TASK DESCRIPTION:
Reproduce the listing below word for word and exclude any picture.
Start of DATA EXCERPTS
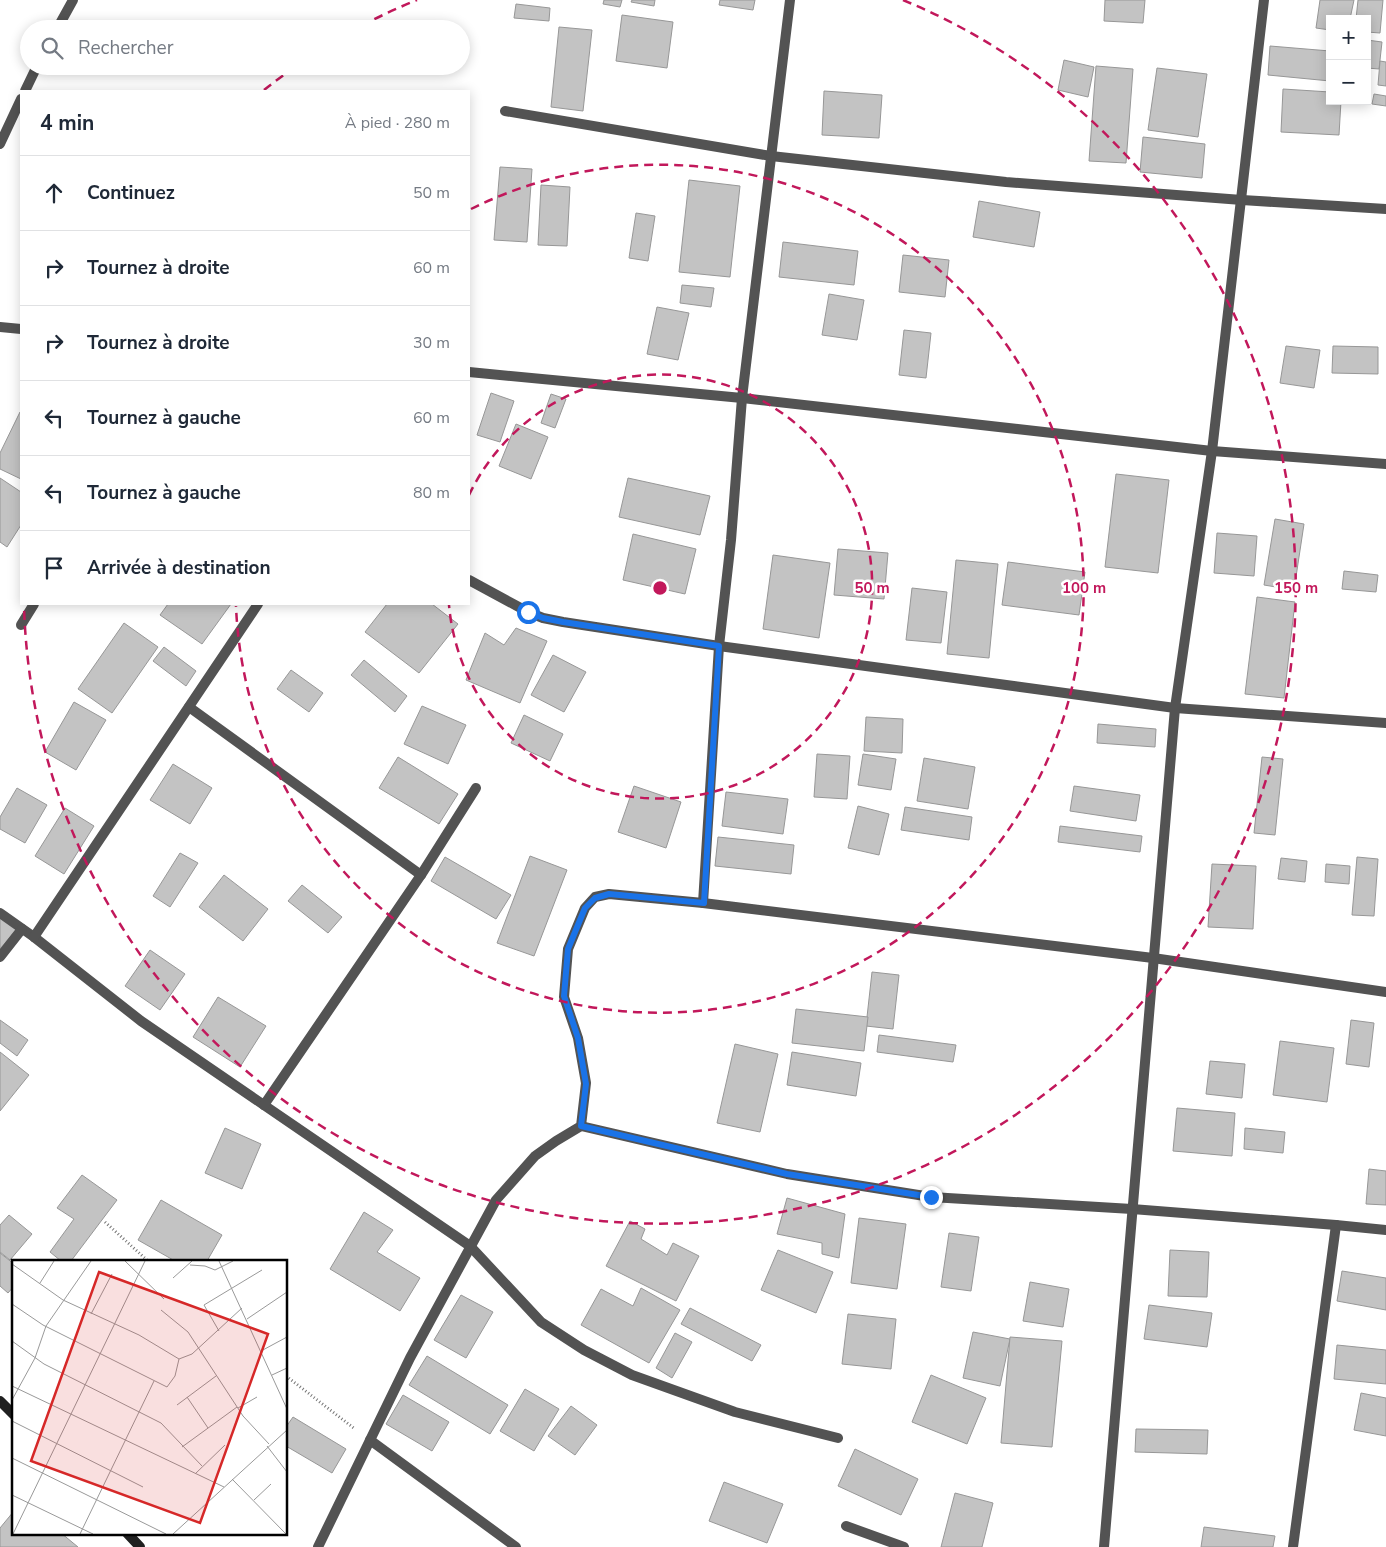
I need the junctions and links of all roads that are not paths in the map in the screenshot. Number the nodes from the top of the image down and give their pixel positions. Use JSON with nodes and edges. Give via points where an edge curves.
{"nodes":[{"id":1,"x":73,"y":0,"type":"edge"},
{"id":2,"x":790,"y":0,"type":"edge"},
{"id":3,"x":1264,"y":0,"type":"edge"},
{"id":4,"x":62,"y":20,"type":"edge"},
{"id":5,"x":33,"y":75,"type":"edge"},
{"id":6,"x":25,"y":90,"type":"edge"},
{"id":7,"x":20,"y":102,"type":"edge"},
{"id":8,"x":505,"y":111,"type":"dead end"},
{"id":9,"x":0,"y":144,"type":"edge"},
{"id":10,"x":771,"y":156,"type":"junction"},
{"id":11,"x":1242,"y":200,"type":"junction"},
{"id":12,"x":1386,"y":209,"type":"edge"},
{"id":13,"x":0,"y":327,"type":"edge"},
{"id":14,"x":20,"y":329,"type":"edge"},
{"id":15,"x":470,"y":372,"type":"edge"},
{"id":16,"x":742,"y":398,"type":"junction"},
{"id":17,"x":1212,"y":451,"type":"junction"},
{"id":18,"x":1386,"y":464,"type":"edge"},
{"id":19,"x":470,"y":581,"type":"edge"},
{"id":20,"x":33,"y":605,"type":"edge"},
{"id":21,"x":257,"y":605,"type":"edge"},
{"id":22,"x":21,"y":625,"type":"dead end"},
{"id":23,"x":719,"y":646,"type":"junction"},
{"id":24,"x":189,"y":707,"type":"junction"},
{"id":25,"x":1175,"y":708,"type":"junction"},
{"id":26,"x":1386,"y":723,"type":"edge"},
{"id":27,"x":476,"y":788,"type":"dead end"},
{"id":28,"x":421,"y":875,"type":"junction"},
{"id":29,"x":704,"y":903,"type":"junction"},
{"id":30,"x":0,"y":913,"type":"edge"},
{"id":31,"x":22,"y":929,"type":"junction"},
{"id":32,"x":34,"y":937,"type":"junction"},
{"id":33,"x":0,"y":957,"type":"edge"},
{"id":34,"x":1153,"y":958,"type":"junction"},
{"id":35,"x":1386,"y":992,"type":"edge"},
{"id":36,"x":264,"y":1105,"type":"junction"},
{"id":37,"x":581,"y":1126,"type":"junction"},
{"id":38,"x":1132,"y":1209,"type":"junction"},
{"id":39,"x":1336,"y":1225,"type":"junction"},
{"id":40,"x":1386,"y":1230,"type":"edge"},
{"id":41,"x":470,"y":1246,"type":"junction"},
{"id":42,"x":838,"y":1438,"type":"dead end"},
{"id":43,"x":370,"y":1440,"type":"junction"},
{"id":44,"x":846,"y":1526,"type":"dead end"},
{"id":45,"x":128,"y":1534,"type":"edge"},
{"id":46,"x":140,"y":1547,"type":"edge"},
{"id":47,"x":318,"y":1547,"type":"edge"},
{"id":48,"x":516,"y":1547,"type":"edge"},
{"id":49,"x":904,"y":1547,"type":"edge"},
{"id":50,"x":1104,"y":1547,"type":"edge"},
{"id":51,"x":1293,"y":1547,"type":"edge"}],
"edges":[{"from":1,"to":4,"type":"street"},
{"from":2,"to":10,"type":"street"},
{"from":3,"to":11,"type":"street"},
{"from":5,"to":6,"type":"street"},
{"from":7,"to":9,"type":"street"},
{"from":8,"to":10,"type":"street"},
{"from":10,"to":11,"type":"street","via":[[1006,182]]},
{"from":10,"to":16,"type":"street"},
{"from":11,"to":12,"type":"street"},
{"from":11,"to":17,"type":"street"},
{"from":13,"to":14,"type":"street"},
{"from":15,"to":16,"type":"street"},
{"from":16,"to":17,"type":"street"},
{"from":16,"to":23,"type":"street"},
{"from":17,"to":18,"type":"street"},
{"from":17,"to":25,"type":"street"},
{"from":19,"to":23,"type":"street","via":[[543,618]]},
{"from":20,"to":22,"type":"street"},
{"from":21,"to":24,"type":"street"},
{"from":23,"to":25,"type":"street"},
{"from":23,"to":29,"type":"street"},
{"from":24,"to":28,"type":"street"},
{"from":24,"to":32,"type":"street"},
{"from":25,"to":26,"type":"street"},
{"from":25,"to":34,"type":"street"},
{"from":27,"to":28,"type":"street"},
{"from":28,"to":36,"type":"street"},
{"from":29,"to":34,"type":"street"},
{"from":29,"to":37,"type":"street","via":[[609,894],[595,898],[585,908],[568,949],[564,996],[578,1038],[586,1084]]},
{"from":30,"to":31,"type":"street"},
{"from":31,"to":32,"type":"street"},
{"from":31,"to":33,"type":"street"},
{"from":32,"to":36,"type":"street","via":[[141,1021]]},
{"from":34,"to":35,"type":"street"},
{"from":34,"to":38,"type":"street"},
{"from":36,"to":41,"type":"street"},
{"from":37,"to":38,"type":"street","via":[[787,1174],[931,1197]]},
{"from":37,"to":41,"type":"street","via":[[535,1156],[496,1200]]},
{"from":38,"to":39,"type":"street"},
{"from":38,"to":50,"type":"street"},
{"from":39,"to":40,"type":"street"},
{"from":39,"to":51,"type":"street"},
{"from":41,"to":42,"type":"street","via":[[541,1322],[616,1367],[735,1412]]},
{"from":41,"to":43,"type":"street"},
{"from":43,"to":47,"type":"street"},
{"from":43,"to":48,"type":"street"},
{"from":44,"to":49,"type":"street"},
{"from":45,"to":46,"type":"street"}]}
End of DATA EXCERPTS
OUTPUT BELOW:
I need the junctions and links of all roads that are not paths in the map in the screenshot. Number the nodes from the top of the image down and give their pixel positions. Use JSON with nodes and edges. Give via points where an edge curves.
{"nodes":[{"id":1,"x":73,"y":0,"type":"edge"},
{"id":2,"x":790,"y":0,"type":"edge"},
{"id":3,"x":1264,"y":0,"type":"edge"},
{"id":4,"x":62,"y":20,"type":"edge"},
{"id":5,"x":33,"y":75,"type":"edge"},
{"id":6,"x":25,"y":90,"type":"edge"},
{"id":7,"x":20,"y":102,"type":"edge"},
{"id":8,"x":505,"y":111,"type":"dead end"},
{"id":9,"x":0,"y":144,"type":"edge"},
{"id":10,"x":771,"y":156,"type":"junction"},
{"id":11,"x":1242,"y":200,"type":"junction"},
{"id":12,"x":1386,"y":209,"type":"edge"},
{"id":13,"x":0,"y":327,"type":"edge"},
{"id":14,"x":20,"y":329,"type":"edge"},
{"id":15,"x":470,"y":372,"type":"edge"},
{"id":16,"x":742,"y":398,"type":"junction"},
{"id":17,"x":1212,"y":451,"type":"junction"},
{"id":18,"x":1386,"y":464,"type":"edge"},
{"id":19,"x":470,"y":581,"type":"edge"},
{"id":20,"x":33,"y":605,"type":"edge"},
{"id":21,"x":257,"y":605,"type":"edge"},
{"id":22,"x":21,"y":625,"type":"dead end"},
{"id":23,"x":719,"y":646,"type":"junction"},
{"id":24,"x":189,"y":707,"type":"junction"},
{"id":25,"x":1175,"y":708,"type":"junction"},
{"id":26,"x":1386,"y":723,"type":"edge"},
{"id":27,"x":476,"y":788,"type":"dead end"},
{"id":28,"x":421,"y":875,"type":"junction"},
{"id":29,"x":704,"y":903,"type":"junction"},
{"id":30,"x":0,"y":913,"type":"edge"},
{"id":31,"x":22,"y":929,"type":"junction"},
{"id":32,"x":34,"y":937,"type":"junction"},
{"id":33,"x":0,"y":957,"type":"edge"},
{"id":34,"x":1153,"y":958,"type":"junction"},
{"id":35,"x":1386,"y":992,"type":"edge"},
{"id":36,"x":264,"y":1105,"type":"junction"},
{"id":37,"x":581,"y":1126,"type":"junction"},
{"id":38,"x":1132,"y":1209,"type":"junction"},
{"id":39,"x":1336,"y":1225,"type":"junction"},
{"id":40,"x":1386,"y":1230,"type":"edge"},
{"id":41,"x":470,"y":1246,"type":"junction"},
{"id":42,"x":838,"y":1438,"type":"dead end"},
{"id":43,"x":370,"y":1440,"type":"junction"},
{"id":44,"x":846,"y":1526,"type":"dead end"},
{"id":45,"x":128,"y":1534,"type":"edge"},
{"id":46,"x":140,"y":1547,"type":"edge"},
{"id":47,"x":318,"y":1547,"type":"edge"},
{"id":48,"x":516,"y":1547,"type":"edge"},
{"id":49,"x":904,"y":1547,"type":"edge"},
{"id":50,"x":1104,"y":1547,"type":"edge"},
{"id":51,"x":1293,"y":1547,"type":"edge"}],
"edges":[{"from":1,"to":4,"type":"street"},
{"from":2,"to":10,"type":"street"},
{"from":3,"to":11,"type":"street"},
{"from":5,"to":6,"type":"street"},
{"from":7,"to":9,"type":"street"},
{"from":8,"to":10,"type":"street"},
{"from":10,"to":11,"type":"street","via":[[1006,182]]},
{"from":10,"to":16,"type":"street"},
{"from":11,"to":12,"type":"street"},
{"from":11,"to":17,"type":"street"},
{"from":13,"to":14,"type":"street"},
{"from":15,"to":16,"type":"street"},
{"from":16,"to":17,"type":"street"},
{"from":16,"to":23,"type":"street"},
{"from":17,"to":18,"type":"street"},
{"from":17,"to":25,"type":"street"},
{"from":19,"to":23,"type":"street","via":[[543,618]]},
{"from":20,"to":22,"type":"street"},
{"from":21,"to":24,"type":"street"},
{"from":23,"to":25,"type":"street"},
{"from":23,"to":29,"type":"street"},
{"from":24,"to":28,"type":"street"},
{"from":24,"to":32,"type":"street"},
{"from":25,"to":26,"type":"street"},
{"from":25,"to":34,"type":"street"},
{"from":27,"to":28,"type":"street"},
{"from":28,"to":36,"type":"street"},
{"from":29,"to":34,"type":"street"},
{"from":29,"to":37,"type":"street","via":[[609,894],[595,898],[585,908],[568,949],[564,996],[578,1038],[586,1084]]},
{"from":30,"to":31,"type":"street"},
{"from":31,"to":32,"type":"street"},
{"from":31,"to":33,"type":"street"},
{"from":32,"to":36,"type":"street","via":[[141,1021]]},
{"from":34,"to":35,"type":"street"},
{"from":34,"to":38,"type":"street"},
{"from":36,"to":41,"type":"street"},
{"from":37,"to":38,"type":"street","via":[[787,1174],[931,1197]]},
{"from":37,"to":41,"type":"street","via":[[535,1156],[496,1200]]},
{"from":38,"to":39,"type":"street"},
{"from":38,"to":50,"type":"street"},
{"from":39,"to":40,"type":"street"},
{"from":39,"to":51,"type":"street"},
{"from":41,"to":42,"type":"street","via":[[541,1322],[616,1367],[735,1412]]},
{"from":41,"to":43,"type":"street"},
{"from":43,"to":47,"type":"street"},
{"from":43,"to":48,"type":"street"},
{"from":44,"to":49,"type":"street"},
{"from":45,"to":46,"type":"street"}]}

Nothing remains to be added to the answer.